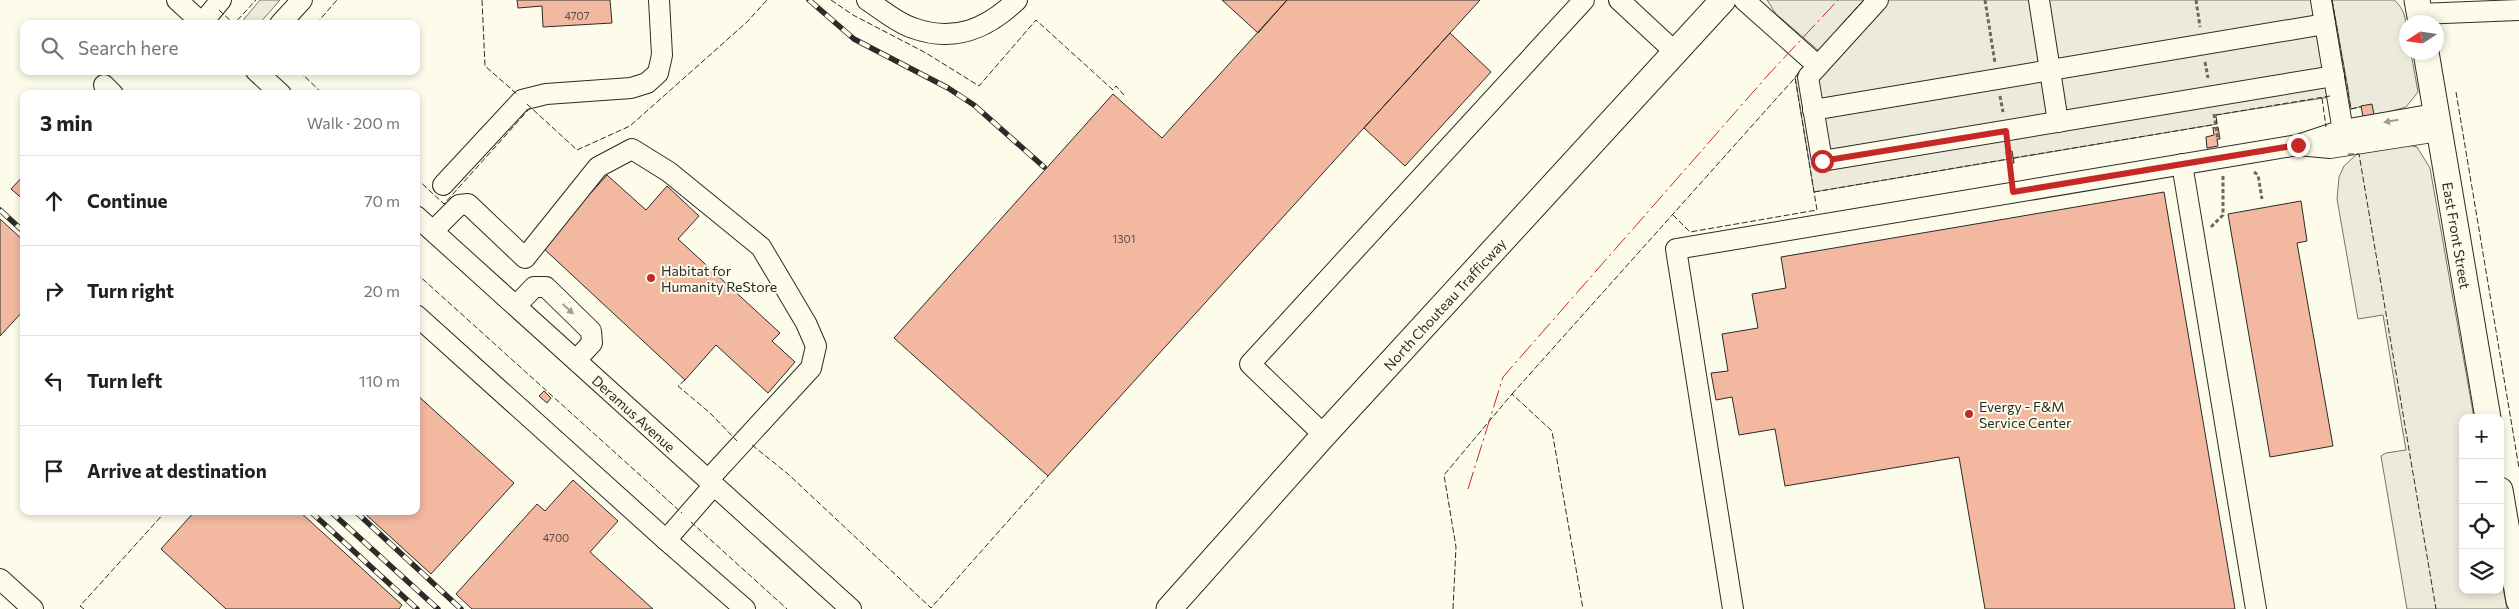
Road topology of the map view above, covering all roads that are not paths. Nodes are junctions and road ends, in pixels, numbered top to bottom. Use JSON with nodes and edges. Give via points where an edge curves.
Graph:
{"nodes":[{"id":1,"x":177,"y":0,"type":"edge"},
{"id":2,"x":221,"y":0,"type":"edge"},
{"id":3,"x":302,"y":0,"type":"edge"},
{"id":4,"x":659,"y":0,"type":"edge"},
{"id":5,"x":867,"y":0,"type":"edge"},
{"id":6,"x":1017,"y":0,"type":"edge"},
{"id":7,"x":1584,"y":0,"type":"edge"},
{"id":8,"x":1619,"y":0,"type":"edge"},
{"id":9,"x":1723,"y":0,"type":"edge"},
{"id":10,"x":1744,"y":0,"type":"edge"},
{"id":11,"x":1878,"y":0,"type":"edge"},
{"id":12,"x":2039,"y":0,"type":"edge"},
{"id":13,"x":2321,"y":0,"type":"edge"},
{"id":14,"x":2487,"y":6,"type":"edge"},
{"id":15,"x":2519,"y":10,"type":"edge"},
{"id":16,"x":2419,"y":12,"type":"edge"},
{"id":17,"x":200,"y":20,"type":"edge"},
{"id":18,"x":205,"y":20,"type":"edge"},
{"id":19,"x":284,"y":20,"type":"edge"},
{"id":20,"x":2325,"y":24,"type":"junction"},
{"id":21,"x":1674,"y":52,"type":"junction"},
{"id":22,"x":2427,"y":60,"type":"edge"},
{"id":23,"x":1818,"y":66,"type":"junction"},
{"id":24,"x":2050,"y":70,"type":"junction"},
{"id":25,"x":260,"y":75,"type":"edge"},
{"id":26,"x":2334,"y":76,"type":"junction"},
{"id":27,"x":273,"y":90,"type":"edge"},
{"id":28,"x":1813,"y":110,"type":"junction"},
{"id":29,"x":2058,"y":122,"type":"junction"},
{"id":30,"x":2438,"y":122,"type":"junction"},
{"id":31,"x":2344,"y":137,"type":"junction"},
{"id":32,"x":2182,"y":164,"type":"junction"},
{"id":33,"x":443,"y":185,"type":"dead end"},
{"id":34,"x":420,"y":220,"type":"edge"},
{"id":35,"x":433,"y":232,"type":"junction"},
{"id":36,"x":525,"y":258,"type":"junction"},
{"id":37,"x":540,"y":287,"type":"junction"},
{"id":38,"x":516,"y":306,"type":"junction"},
{"id":39,"x":420,"y":320,"type":"edge"},
{"id":40,"x":576,"y":360,"type":"junction"},
{"id":41,"x":2487,"y":414,"type":"edge"},
{"id":42,"x":1324,"y":435,"type":"junction"},
{"id":43,"x":711,"y":483,"type":"junction"},
{"id":44,"x":2502,"y":504,"type":"edge"},
{"id":45,"x":666,"y":540,"type":"junction"},
{"id":46,"x":1,"y":582,"type":"edge"},
{"id":47,"x":2519,"y":601,"type":"edge"},
{"id":48,"x":33,"y":609,"type":"edge"},
{"id":49,"x":745,"y":609,"type":"edge"},
{"id":50,"x":851,"y":609,"type":"edge"},
{"id":51,"x":1169,"y":609,"type":"edge"},
{"id":52,"x":1733,"y":609,"type":"edge"},
{"id":53,"x":2256,"y":609,"type":"edge"}],
"edges":[{"from":1,"to":17,"type":"street"},
{"from":2,"to":18,"type":"street"},
{"from":3,"to":19,"type":"street"},
{"from":4,"to":33,"type":"street","via":[[662,55],[658,73],[647,83],[630,88],[546,94],[522,100]]},
{"from":5,"to":6,"type":"street","via":[[912,28],[947,36],[973,30],[1000,17]]},
{"from":7,"to":42,"type":"street","via":[[1250,364]]},
{"from":8,"to":21,"type":"street"},
{"from":9,"to":21,"type":"main road","name":"North Chouteau Trafficway"},
{"from":10,"to":23,"type":"street"},
{"from":11,"to":23,"type":"street"},
{"from":12,"to":24,"type":"street"},
{"from":13,"to":20,"type":"street"},
{"from":14,"to":15,"type":"street"},
{"from":14,"to":16,"type":"street"},
{"from":20,"to":24,"type":"street"},
{"from":20,"to":26,"type":"street"},
{"from":21,"to":42,"type":"main road","name":"North Chouteau Trafficway"},
{"from":22,"to":30,"type":"main road","name":"East Front Street"},
{"from":23,"to":28,"type":"street","via":[[1808,77]]},
{"from":24,"to":28,"type":"street"},
{"from":24,"to":29,"type":"street"},
{"from":25,"to":27,"type":"street"},
{"from":26,"to":29,"type":"street"},
{"from":26,"to":31,"type":"street"},
{"from":28,"to":29,"type":"street","via":[[1822,161]]},
{"from":30,"to":31,"type":"street","via":[[2423,116]]},
{"from":30,"to":41,"type":"main road","name":"East Front Street"},
{"from":31,"to":32,"type":"street"},
{"from":32,"to":52,"type":"street","via":[[1676,249]]},
{"from":32,"to":53,"type":"street"},
{"from":34,"to":35,"type":"street","name":"Deramus Avenue"},
{"from":35,"to":36,"type":"street","via":[[459,205],[468,204]]},
{"from":35,"to":38,"type":"street","name":"Deramus Avenue"},
{"from":36,"to":37,"type":"street"},
{"from":36,"to":43,"type":"street","via":[[598,167],[632,149],[669,172],[761,247],[816,346],[811,368]]},
{"from":37,"to":38,"type":"street"},
{"from":37,"to":40,"type":"street","one_way":true,"via":[[591,331],[592,343]]},
{"from":38,"to":40,"type":"street","name":"Deramus Avenue"},
{"from":39,"to":45,"type":"street"},
{"from":40,"to":43,"type":"street","name":"Deramus Avenue"},
{"from":42,"to":51,"type":"main road","name":"North Chouteau Trafficway"},
{"from":43,"to":45,"type":"street"},
{"from":43,"to":50,"type":"street","name":"Deramus Avenue"},
{"from":44,"to":47,"type":"main road"},
{"from":45,"to":49,"type":"street"},
{"from":46,"to":48,"type":"street"}]}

- **EXERCISE REQUIREMENTS**:
Whenever the string "Front" occurs in a line of the entries above, copy that line.

- **REPLY**:
{"from":22,"to":30,"type":"main road","name":"East Front Street"},
{"from":30,"to":41,"type":"main road","name":"East Front Street"},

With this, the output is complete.